Just a reminder that the Urban Goose zone closes today (October 15th) it will reopen on November 7th. 

Check your guidebook for the zones you are hunting.


----------



## Hawk87 (Apr 4, 2014)

This actually brings up something I was wondering, does anybody know why the urban goose zone closes in the middle of the season?


----------



## Hoopermat (Dec 17, 2010)

Great. I am finally going to be home and the season is closed. I guess north I go


----------



## fish-n-fool (May 26, 2009)

Hawk87 said:


> This actually brings up something I was wondering, does anybody know why the urban goose zone closes in the middle of the season?


So you can hunt them later in the season when they move back to the marsh preparing for mating season. It's a good thing.


----------



## Clarq (Jul 21, 2011)

The general goose area closes today as well.


----------



## cootlover (Sep 26, 2015)

That sucks the general is closed I love going goose on the deer opener in cache valley:sad:


----------



## Fowlmouth (Oct 4, 2008)

Clarq said:


> The general goose area closes today as well.


Yes, thanks! I should have mentioned that also.


----------



## Hoopermat (Dec 17, 2010)

Seen some guys shoot at geese today at OB


----------



## Clarq (Jul 21, 2011)

Hoopermat said:


> Seen some guys shoot at geese today at OB


I hope they missed.

I talked to a guy in the parking lot at Harold Crane last year who was headed out after them during the closed season. I told him it was closed and he seemed to receive it well. Later that day, I saw someone shooting at them (hopefully not the same guy).
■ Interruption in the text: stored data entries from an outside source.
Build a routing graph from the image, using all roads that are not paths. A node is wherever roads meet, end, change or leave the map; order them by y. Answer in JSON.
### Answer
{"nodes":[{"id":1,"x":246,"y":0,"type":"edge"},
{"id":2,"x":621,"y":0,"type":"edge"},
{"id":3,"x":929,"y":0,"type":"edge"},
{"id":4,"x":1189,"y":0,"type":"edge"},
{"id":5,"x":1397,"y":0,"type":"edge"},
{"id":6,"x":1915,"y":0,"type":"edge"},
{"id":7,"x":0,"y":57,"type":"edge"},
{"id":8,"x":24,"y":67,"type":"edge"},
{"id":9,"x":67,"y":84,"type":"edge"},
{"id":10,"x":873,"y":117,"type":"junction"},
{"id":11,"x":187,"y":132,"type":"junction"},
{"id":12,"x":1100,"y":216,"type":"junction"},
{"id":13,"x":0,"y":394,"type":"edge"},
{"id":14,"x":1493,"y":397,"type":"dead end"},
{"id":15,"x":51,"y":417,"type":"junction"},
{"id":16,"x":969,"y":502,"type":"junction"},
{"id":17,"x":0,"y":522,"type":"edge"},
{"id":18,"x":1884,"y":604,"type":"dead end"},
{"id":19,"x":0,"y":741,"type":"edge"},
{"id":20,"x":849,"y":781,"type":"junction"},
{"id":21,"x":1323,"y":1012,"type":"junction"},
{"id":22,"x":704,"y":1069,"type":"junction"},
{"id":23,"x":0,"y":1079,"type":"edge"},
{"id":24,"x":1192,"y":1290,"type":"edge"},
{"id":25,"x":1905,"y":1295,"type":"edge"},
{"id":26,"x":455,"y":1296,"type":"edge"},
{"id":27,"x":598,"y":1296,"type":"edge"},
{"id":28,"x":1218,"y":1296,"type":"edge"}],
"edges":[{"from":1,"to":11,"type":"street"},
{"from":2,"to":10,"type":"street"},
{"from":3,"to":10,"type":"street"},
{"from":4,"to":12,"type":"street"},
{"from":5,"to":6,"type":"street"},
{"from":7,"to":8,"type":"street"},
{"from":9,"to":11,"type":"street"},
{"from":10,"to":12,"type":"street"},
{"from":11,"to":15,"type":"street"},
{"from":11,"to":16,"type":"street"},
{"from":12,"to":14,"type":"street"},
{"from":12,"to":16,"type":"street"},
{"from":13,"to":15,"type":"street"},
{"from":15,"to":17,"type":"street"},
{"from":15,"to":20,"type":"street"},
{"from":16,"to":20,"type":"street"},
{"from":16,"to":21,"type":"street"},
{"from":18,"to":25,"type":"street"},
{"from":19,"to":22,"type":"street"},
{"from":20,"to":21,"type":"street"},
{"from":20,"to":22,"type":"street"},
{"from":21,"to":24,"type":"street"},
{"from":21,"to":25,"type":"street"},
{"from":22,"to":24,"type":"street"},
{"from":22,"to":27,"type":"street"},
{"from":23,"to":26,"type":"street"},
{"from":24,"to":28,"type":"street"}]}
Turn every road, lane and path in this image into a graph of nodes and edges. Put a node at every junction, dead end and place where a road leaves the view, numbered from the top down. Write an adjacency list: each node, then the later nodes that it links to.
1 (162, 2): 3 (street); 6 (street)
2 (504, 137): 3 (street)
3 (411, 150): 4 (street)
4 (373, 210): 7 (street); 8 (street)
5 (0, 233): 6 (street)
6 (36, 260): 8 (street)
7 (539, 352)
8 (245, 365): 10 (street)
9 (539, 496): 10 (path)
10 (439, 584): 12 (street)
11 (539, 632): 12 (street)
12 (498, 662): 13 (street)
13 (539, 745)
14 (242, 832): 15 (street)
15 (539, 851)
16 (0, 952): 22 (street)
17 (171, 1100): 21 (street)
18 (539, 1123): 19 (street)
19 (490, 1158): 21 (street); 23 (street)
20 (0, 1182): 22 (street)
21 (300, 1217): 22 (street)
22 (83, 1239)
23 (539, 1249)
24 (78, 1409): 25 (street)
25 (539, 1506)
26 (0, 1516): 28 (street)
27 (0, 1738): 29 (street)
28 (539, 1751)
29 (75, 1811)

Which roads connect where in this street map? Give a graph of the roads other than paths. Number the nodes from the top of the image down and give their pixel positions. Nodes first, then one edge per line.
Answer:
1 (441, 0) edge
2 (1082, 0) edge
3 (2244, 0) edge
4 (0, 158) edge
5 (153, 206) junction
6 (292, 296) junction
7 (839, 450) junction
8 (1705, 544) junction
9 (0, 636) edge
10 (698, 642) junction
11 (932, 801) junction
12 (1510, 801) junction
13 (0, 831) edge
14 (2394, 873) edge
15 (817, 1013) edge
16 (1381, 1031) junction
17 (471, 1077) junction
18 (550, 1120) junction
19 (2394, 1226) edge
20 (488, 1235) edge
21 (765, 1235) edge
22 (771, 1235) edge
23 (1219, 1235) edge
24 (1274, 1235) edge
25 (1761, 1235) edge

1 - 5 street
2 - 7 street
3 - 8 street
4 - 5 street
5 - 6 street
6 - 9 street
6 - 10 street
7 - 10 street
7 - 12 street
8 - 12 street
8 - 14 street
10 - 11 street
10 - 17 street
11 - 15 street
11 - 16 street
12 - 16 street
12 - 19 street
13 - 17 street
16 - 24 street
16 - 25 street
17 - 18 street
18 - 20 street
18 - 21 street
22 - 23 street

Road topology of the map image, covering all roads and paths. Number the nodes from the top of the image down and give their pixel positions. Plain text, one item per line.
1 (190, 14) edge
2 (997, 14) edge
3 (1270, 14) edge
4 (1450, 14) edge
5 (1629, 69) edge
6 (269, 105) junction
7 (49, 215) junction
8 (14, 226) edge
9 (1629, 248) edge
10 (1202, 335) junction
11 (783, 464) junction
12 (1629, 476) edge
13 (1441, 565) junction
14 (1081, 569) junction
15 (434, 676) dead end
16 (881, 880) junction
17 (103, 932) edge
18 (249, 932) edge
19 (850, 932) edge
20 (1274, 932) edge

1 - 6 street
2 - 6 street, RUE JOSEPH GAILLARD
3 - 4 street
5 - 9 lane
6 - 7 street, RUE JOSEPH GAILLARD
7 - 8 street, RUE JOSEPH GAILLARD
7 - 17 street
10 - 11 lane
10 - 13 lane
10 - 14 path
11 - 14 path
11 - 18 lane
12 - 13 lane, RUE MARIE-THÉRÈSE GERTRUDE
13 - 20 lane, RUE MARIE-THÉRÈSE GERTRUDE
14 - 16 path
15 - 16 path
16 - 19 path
I think it's probably one of the most commonly ignored/broken laws in Utah waterfowl hunting.


----------



## Fowlmouth (Oct 4, 2008)

A couple of years ago I saw a guy riding his bike down the dike proudly displaying a goose on his handlebars. I stopped him and asked how he did, he was excited to tell me he shot his first goose. I informed him the season was closed, then I handed him a guidebook. These mistakes are avoidable if people would take time to read the regulations. I see guys blazing away on geese every year when it is closed for the split.


----------



## Calling all ducks (Apr 22, 2009)

I think The WMA should post a sign at each entrance maybe that would help?


----------



## ram2h2o (Sep 11, 2007)

That's almost as bad as the guys blasting away at a flock of Swans last season claiming they were snow geese!


----------



## cootlover (Sep 26, 2015)

*Urban*

You cant fix stupid. I was at public shooting G by where the handicap are now this was 24 years ago so it was swan hunters neck to neck on the dike shooting swan as they would fly over the road and this guy with cali plates told me it was as good of snow goose hunting as back home he had a small pile of swan next to him lucky for the swans there was a fish cop driving in when I was leaving and I told him what was happening I hope they arrested this guy after all these years I still cant believe that it happened. Sad sad sad


----------